Oxidative phosphorylation (OXPHOS) provides the majority of free energy for most eukaryotic cells. Remarkably, inhibition of OXPHOS for extended periods of time is well tolerated by cells, through compensation by glycolysis. The systems-level properties that enable such metabolic adaptation are yet to be understood.

The PI previously observed a cycling of metabolism on inhibition of OXPHOS. This project investigates how cells manage their energy budget dynamically to withstand OXPHOS inhibition. By identifying these mechanisms, the project enables a range of future investigations that will establish the function and significance of metabolic cycling within physiological circumstances.

This project is developing an extracurricular program for undergraduates and high school students that introduces them to current research concepts in metabolic biochemistry, cell fate regulation, and dynamical systems modeling. Activities include reading and presentation of primary literature, construction of pathway maps using CellDesigner software, and contribution to the writing of reviews that will be submitted for publication or posted to public websites.

Students learn about the process of conducting research, and the applications of research findings to human or veterinary medicine and metabolic engineering.

Oxidative phosphorylation (OXPHOS) provides the majority of free energy for most eukaryotic cells. Remarkably, inhibition of OXPHOS for extended periods of time is well tolerated by cells when sufficient glucose and other nutrients are available. Mammalian cells can survive full OXPHOS inhibition and continue to proliferate, even though ATP generation per glucose molecule is reduced from approximately 36 to only 2.

Their survival is enabled by a seemingly seamless switch to glycolysis, which has largely been assumed to occur uniformly in time within all cells of a population. However, recent work from the PI’s lab has revealed, using live-cell biosensors, that OXPHOS inhibition induces large oscillations in the activity of AMPK, a key regulator of metabolic status.

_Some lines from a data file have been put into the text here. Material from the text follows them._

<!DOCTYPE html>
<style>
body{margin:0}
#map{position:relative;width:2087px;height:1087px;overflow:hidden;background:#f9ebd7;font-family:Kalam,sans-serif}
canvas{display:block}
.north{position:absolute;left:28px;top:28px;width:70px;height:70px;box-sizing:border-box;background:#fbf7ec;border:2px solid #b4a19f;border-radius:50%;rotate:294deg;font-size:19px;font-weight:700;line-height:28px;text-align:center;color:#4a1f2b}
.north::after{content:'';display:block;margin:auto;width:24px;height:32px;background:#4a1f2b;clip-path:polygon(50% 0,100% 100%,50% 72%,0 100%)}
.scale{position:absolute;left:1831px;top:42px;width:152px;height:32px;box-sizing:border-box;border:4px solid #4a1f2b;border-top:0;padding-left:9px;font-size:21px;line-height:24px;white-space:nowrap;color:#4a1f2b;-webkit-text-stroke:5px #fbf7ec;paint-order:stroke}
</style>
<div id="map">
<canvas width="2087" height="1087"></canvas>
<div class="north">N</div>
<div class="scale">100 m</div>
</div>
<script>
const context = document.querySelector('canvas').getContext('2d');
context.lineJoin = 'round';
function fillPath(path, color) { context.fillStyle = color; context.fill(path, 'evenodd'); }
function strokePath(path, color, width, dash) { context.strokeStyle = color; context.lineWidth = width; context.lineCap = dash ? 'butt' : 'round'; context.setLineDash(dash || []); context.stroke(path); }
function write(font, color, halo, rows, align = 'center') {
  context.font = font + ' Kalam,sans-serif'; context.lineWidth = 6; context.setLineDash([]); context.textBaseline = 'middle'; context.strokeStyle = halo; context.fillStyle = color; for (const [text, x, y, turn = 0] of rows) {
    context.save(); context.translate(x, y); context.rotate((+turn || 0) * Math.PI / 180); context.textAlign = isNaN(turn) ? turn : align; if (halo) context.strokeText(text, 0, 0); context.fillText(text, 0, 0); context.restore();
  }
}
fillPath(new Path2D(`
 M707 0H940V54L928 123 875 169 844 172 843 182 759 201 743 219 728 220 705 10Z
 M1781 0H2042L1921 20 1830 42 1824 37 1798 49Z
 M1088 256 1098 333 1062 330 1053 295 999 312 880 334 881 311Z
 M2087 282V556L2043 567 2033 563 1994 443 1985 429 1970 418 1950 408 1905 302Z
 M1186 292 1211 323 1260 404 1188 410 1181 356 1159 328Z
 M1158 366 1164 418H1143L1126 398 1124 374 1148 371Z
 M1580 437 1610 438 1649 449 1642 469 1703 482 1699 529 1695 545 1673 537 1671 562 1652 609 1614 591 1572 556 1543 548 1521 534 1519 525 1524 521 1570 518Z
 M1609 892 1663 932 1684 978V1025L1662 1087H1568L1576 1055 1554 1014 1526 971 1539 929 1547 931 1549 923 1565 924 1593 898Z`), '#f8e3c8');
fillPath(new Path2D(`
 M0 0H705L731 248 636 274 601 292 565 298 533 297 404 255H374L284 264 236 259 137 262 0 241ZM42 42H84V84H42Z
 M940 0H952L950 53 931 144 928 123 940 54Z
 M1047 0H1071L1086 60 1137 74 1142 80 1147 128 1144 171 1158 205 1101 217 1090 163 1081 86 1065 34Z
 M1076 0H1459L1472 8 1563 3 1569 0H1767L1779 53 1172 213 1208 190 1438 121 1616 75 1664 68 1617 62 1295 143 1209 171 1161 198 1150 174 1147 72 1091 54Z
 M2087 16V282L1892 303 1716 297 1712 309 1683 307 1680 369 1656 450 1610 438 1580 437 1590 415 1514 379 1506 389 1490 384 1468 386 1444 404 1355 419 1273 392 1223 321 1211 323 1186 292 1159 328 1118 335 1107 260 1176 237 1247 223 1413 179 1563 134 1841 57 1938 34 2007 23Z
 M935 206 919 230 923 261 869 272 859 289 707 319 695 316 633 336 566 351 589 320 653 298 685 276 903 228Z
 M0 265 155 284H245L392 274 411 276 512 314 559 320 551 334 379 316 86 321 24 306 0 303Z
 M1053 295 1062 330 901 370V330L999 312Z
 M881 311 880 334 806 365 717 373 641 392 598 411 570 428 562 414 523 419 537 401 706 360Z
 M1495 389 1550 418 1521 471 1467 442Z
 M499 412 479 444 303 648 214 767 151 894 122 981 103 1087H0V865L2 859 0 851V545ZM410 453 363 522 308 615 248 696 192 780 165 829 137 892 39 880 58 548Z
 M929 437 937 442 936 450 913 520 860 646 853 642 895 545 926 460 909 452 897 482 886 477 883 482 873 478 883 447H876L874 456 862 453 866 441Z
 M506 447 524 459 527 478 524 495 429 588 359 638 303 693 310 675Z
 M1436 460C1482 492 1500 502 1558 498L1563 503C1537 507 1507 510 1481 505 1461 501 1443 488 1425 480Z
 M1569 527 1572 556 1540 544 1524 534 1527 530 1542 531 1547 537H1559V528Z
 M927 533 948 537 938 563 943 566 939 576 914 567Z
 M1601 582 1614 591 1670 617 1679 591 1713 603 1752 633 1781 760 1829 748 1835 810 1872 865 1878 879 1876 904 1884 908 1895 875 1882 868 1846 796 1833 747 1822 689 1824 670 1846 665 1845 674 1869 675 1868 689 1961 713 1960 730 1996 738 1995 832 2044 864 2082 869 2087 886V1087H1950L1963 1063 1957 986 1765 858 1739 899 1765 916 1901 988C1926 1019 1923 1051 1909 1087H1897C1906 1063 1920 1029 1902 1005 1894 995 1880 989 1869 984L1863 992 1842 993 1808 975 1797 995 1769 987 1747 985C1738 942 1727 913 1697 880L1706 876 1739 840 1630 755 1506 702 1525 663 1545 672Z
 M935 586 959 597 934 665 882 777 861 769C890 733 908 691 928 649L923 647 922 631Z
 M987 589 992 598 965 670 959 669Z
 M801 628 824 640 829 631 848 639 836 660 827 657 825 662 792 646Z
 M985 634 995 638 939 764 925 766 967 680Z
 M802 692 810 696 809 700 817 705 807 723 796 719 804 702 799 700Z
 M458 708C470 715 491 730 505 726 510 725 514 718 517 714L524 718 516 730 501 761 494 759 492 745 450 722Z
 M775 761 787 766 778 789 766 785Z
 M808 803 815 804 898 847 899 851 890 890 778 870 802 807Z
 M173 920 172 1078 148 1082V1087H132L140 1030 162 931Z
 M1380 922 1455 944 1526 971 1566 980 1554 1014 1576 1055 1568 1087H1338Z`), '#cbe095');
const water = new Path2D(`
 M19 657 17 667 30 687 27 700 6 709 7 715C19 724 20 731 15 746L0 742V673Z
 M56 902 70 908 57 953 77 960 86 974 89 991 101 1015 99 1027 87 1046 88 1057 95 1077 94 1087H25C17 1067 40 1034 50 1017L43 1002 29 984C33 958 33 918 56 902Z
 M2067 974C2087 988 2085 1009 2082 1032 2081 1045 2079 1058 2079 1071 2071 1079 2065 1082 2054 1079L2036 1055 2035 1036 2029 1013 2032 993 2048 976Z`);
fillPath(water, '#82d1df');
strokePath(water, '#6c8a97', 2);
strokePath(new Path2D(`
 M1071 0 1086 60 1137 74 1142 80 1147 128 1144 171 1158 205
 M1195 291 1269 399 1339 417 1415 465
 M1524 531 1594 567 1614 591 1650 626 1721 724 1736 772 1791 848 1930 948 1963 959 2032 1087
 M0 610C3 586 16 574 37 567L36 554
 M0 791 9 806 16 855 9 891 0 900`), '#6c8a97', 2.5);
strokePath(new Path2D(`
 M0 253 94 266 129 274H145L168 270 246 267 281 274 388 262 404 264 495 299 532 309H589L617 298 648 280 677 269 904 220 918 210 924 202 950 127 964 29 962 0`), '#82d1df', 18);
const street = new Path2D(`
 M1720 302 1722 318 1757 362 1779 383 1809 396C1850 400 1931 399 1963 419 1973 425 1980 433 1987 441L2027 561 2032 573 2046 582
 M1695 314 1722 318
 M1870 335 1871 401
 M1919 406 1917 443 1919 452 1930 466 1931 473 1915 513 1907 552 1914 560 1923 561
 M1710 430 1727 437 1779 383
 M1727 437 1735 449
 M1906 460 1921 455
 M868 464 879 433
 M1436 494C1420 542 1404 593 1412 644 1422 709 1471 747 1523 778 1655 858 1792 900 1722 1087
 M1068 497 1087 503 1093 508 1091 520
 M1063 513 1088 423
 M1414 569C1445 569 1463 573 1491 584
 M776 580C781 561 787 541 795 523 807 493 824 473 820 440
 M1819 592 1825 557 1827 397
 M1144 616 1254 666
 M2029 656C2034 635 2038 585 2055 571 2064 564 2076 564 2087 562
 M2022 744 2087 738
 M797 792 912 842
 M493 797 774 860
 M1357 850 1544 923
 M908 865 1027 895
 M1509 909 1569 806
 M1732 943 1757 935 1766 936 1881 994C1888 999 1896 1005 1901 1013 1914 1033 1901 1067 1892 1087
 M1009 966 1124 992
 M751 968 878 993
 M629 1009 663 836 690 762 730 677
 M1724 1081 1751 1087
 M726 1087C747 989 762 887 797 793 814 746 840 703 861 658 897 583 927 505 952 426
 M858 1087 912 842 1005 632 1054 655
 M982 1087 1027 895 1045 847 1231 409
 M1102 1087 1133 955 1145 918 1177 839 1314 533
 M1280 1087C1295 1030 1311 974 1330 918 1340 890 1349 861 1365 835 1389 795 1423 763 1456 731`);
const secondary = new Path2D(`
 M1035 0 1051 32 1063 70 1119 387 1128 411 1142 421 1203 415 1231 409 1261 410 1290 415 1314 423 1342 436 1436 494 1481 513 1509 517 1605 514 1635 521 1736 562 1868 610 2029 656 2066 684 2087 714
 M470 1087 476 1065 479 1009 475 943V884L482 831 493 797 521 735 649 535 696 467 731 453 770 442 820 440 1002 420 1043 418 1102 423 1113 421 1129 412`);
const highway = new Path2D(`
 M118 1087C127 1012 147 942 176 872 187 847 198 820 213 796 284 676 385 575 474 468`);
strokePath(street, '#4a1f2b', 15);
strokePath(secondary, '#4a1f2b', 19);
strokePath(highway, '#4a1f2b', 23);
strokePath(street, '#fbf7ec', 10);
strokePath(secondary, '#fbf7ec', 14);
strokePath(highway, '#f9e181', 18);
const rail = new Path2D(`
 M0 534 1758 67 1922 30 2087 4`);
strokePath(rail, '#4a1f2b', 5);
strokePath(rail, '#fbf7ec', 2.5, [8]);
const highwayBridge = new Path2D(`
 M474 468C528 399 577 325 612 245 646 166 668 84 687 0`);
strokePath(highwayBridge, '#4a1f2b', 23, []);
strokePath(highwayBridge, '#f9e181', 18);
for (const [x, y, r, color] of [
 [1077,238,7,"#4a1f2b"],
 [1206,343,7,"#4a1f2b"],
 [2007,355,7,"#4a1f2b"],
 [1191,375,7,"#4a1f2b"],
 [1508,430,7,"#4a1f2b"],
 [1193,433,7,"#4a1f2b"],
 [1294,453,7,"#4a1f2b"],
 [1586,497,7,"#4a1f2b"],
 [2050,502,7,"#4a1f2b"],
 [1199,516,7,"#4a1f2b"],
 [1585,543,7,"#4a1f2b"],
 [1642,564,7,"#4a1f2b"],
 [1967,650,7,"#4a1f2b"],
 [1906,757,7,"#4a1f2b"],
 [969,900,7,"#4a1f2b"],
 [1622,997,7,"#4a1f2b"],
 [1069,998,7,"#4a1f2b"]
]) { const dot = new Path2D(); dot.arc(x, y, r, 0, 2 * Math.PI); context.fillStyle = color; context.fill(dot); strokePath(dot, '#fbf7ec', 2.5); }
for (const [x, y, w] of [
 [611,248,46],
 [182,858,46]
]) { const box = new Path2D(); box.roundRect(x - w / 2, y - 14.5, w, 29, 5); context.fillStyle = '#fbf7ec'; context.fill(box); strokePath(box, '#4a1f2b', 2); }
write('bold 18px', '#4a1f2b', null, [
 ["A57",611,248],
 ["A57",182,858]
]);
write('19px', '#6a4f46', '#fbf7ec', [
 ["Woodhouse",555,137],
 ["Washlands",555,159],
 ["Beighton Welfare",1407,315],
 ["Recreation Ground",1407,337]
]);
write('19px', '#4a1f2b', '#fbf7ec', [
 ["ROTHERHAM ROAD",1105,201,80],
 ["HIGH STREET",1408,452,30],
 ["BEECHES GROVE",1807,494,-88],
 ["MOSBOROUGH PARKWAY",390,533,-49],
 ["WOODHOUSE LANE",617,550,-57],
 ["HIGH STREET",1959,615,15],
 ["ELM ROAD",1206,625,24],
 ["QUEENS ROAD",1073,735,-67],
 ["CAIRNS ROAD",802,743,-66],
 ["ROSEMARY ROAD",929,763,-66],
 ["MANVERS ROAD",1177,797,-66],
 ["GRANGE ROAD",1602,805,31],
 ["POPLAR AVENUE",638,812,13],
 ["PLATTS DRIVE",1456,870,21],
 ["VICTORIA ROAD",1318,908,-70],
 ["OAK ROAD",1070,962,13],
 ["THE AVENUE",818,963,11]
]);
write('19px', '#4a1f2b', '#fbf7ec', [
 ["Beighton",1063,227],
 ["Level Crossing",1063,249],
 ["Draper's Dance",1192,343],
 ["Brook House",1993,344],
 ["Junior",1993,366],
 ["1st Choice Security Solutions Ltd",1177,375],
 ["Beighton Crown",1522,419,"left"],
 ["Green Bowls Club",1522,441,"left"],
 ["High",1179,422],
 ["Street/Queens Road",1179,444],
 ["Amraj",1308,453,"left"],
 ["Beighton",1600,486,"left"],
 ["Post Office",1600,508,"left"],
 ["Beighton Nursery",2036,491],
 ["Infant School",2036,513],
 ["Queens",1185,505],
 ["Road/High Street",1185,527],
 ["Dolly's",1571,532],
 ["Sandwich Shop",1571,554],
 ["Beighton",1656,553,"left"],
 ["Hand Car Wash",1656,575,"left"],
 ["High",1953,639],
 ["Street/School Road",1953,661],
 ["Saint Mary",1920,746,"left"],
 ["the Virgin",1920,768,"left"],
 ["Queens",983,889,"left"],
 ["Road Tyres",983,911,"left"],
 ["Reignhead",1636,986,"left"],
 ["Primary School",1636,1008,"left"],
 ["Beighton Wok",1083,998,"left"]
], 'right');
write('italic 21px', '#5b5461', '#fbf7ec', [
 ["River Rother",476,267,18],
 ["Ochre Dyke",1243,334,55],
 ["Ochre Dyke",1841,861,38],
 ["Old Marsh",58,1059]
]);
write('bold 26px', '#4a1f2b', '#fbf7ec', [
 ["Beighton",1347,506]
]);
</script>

Similar oscillations in AMPK activity occur in multiple cell types and have a characteristic period of about 3 hours, regardless of which mitochondrial complex is inhibited. This stereotypical pattern suggests the existence of a common temporal program, which has been termed the OXPHOS Inhibition-induced Cycle (OPIC). Furthermore, additional data show that the activity of AMPK, which stimulates catabolism, alternates with the activity of ERK and mTORC1, which are key pro-anabolic signaling pathways.

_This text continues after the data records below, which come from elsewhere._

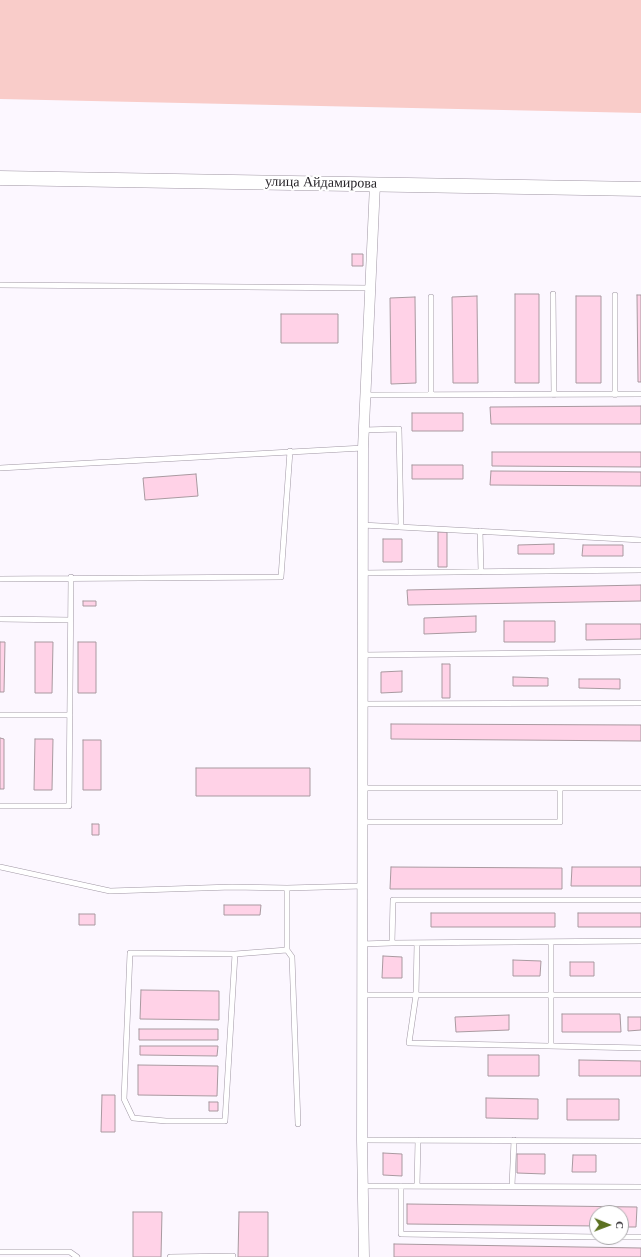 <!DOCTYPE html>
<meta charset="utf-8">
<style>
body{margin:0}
#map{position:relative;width:641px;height:1257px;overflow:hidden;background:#fcf7ff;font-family:Georgia,serif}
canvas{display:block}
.north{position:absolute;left:589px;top:1205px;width:40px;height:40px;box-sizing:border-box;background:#fff;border:1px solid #a9a8aa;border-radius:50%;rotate:91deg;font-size:11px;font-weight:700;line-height:16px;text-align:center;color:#28252a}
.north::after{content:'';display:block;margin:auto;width:14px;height:18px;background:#5c7121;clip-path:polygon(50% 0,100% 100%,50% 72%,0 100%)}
</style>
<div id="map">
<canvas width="641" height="1257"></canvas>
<div class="north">С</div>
</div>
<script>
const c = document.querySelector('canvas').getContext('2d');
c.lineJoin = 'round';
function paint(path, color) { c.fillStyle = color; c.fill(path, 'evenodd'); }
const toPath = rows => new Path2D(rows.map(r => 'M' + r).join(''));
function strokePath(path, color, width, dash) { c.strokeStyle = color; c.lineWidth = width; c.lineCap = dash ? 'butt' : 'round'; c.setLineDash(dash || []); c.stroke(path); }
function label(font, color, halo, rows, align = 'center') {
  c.font = font + ' Georgia,serif'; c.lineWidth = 4; c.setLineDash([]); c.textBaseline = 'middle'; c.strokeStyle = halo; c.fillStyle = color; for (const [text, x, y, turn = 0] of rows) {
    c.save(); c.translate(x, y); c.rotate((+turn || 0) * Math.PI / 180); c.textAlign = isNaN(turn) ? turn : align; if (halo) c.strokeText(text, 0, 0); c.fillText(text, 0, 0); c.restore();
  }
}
paint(toPath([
 [0,0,641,0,641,113,0,99]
]), '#f9ccc9');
const building = toPath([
 [352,254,363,254,363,266,352,266,352,254],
 [515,294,539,294,539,383,515,383,515,294],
 [637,295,641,295,641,382,638,382,637,295],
 [477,296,478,383,453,383,452,297,477,296],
 [576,296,601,296,601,383,576,383,576,296],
 [415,297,416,383,391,384,390,298,415,297],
 [281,314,338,314,338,343,281,343,281,314],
 [641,406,641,424,491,424,490,407,641,406],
 [412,413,463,413,463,431,412,431,412,413],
 [492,452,641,452,641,467,492,466,492,452],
 [412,465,463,465,463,479,412,479,412,465],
 [491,471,641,472,641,486,490,485,491,471],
 [196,474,198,496,145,500,143,478,196,474],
 [438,532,447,532,447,567,438,567,438,532],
 [383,539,402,539,402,562,383,562,383,539],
 [554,544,554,554,518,554,518,545,554,544],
 [583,545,623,545,623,556,582,556,583,545],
 [641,585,641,601,408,605,407,590,641,585],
 [83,601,96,601,96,606,83,606,83,601],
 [476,616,476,632,424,634,424,618,476,616],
 [504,621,555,621,555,642,504,642,504,621],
 [586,624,641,624,641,639,586,640,586,624],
 [0,642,5,642,4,692,0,692,0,642],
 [35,642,53,642,52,693,35,693,35,642],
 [78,642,96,642,96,693,78,693,78,642],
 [442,664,450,664,450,698,442,698,442,664],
 [402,671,402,692,381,693,381,672,402,671],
 [513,677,548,678,548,686,513,686,513,677],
 [579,679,620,679,620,689,579,688,579,679],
 [391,724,641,725,641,741,391,739,391,724],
 [0,738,4,739,4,789,0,789,0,738],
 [35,739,53,739,52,790,34,790,35,739],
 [83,740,101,740,101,790,83,790,83,740],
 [196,768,310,768,310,796,196,796,196,768],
 [92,824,99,824,99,835,92,835,92,824],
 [391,867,562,868,562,889,390,889,391,867],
 [572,867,641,867,641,886,571,886,572,867],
 [224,905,261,905,260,915,224,915,224,905],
 [431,913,555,913,555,927,431,927,431,913],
 [578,913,641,913,641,927,578,927,578,913],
 [79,914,95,914,95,925,79,925,79,914],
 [383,956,402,957,402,978,382,978,383,956],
 [513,960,541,961,540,976,513,976,513,960],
 [570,962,594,962,594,976,570,976,570,962],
 [141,990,219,991,219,1020,140,1019,141,990],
 [562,1014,620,1014,621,1032,562,1032,562,1014],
 [509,1015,509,1030,456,1032,455,1017,509,1015],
 [628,1017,641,1017,641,1030,628,1031,628,1017],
 [139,1029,218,1029,218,1040,139,1040,139,1029],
 [140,1046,218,1046,217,1056,140,1055,140,1046],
 [488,1055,539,1055,539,1076,488,1076,488,1055],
 [579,1060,641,1061,641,1076,579,1076,579,1060],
 [138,1065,218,1066,217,1096,138,1095,138,1065],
 [102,1095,115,1095,115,1132,101,1132,102,1095],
 [486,1098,538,1099,538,1119,486,1118,486,1098],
 [567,1099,619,1099,619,1120,567,1120,567,1099],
 [209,1102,218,1102,218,1111,209,1111,209,1102],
 [383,1153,402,1154,402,1176,383,1175,383,1153],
 [517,1154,545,1154,545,1174,517,1173,517,1154],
 [573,1155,596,1155,596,1172,572,1172,573,1155],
 [407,1204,637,1207,636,1227,621,1227,621,1213,597,1213,597,1226,407,1224,407,1204],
 [133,1212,162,1212,161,1257,133,1257,133,1212],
 [239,1212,268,1212,268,1257,238,1257,239,1212],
 [394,1244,641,1248,641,1257,394,1257,394,1244]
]);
paint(building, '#ffd2e7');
strokePath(building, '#a999a0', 1);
const service = toPath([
 [0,285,370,288],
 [553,294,554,395],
 [615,295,615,395],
 [365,395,641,394],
 [431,395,431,297],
 [364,430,399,429,401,526],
 [0,468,363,448],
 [362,525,641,540],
 [480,531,481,572],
 [362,573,641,570],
 [0,579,281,577,290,451],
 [0,619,70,620],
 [362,655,641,652],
 [362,704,641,703],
 [0,715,70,715],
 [362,788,641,788],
 [0,806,69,806,71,577],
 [362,822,560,822,560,788],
 [0,867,110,891,232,887,287,888,362,886],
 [287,888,287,950,292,957,298,1124],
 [551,942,551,1046],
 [392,943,641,941],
 [417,943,416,995,409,1043,641,1048],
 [362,944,392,943,393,900,641,900],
 [235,954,225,1121,166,1121,133,1118,124,1099,130,953,235,954,287,950],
 [362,995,641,995],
 [362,1140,641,1141],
 [362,1186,641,1187],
 [401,1186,401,1234,597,1237],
 [417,1186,418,1140],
 [512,1186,514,1140],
 [621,1237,641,1237],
 [0,1252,70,1252,77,1257],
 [170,1257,233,1256]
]);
const minor = toPath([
 [364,1257,362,1140,363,448,375,184]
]);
const secondary = toPath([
 [0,178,641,189]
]);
strokePath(service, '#a097a4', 6);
strokePath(minor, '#a097a4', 11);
strokePath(secondary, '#a097a4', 15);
strokePath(service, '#fff', 5);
strokePath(minor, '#fff', 10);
strokePath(secondary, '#fff', 14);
label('14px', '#28252a', '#fff', [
 ["улица Айдамирова",321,183,1]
]);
</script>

These data imply that metabolic homeostasis is temporally organized into phases dedicated to distinct metabolic processes. This project is undertaken to identify the network underlying cell cycle-independent, hours-scale periodicity in mammalian cellular metabolism. The mechanisms driving OPIC are examined by (1) disabling the cycle to determine its importance, (2) determining the functional role of the cycle in metabolism and (3) to identify the regulators and readouts of the cycle.

This award reflects NSF's statutory mission and has been deemed worthy of support through evaluation using the Foundation's intellectual merit and broader impacts review criteria.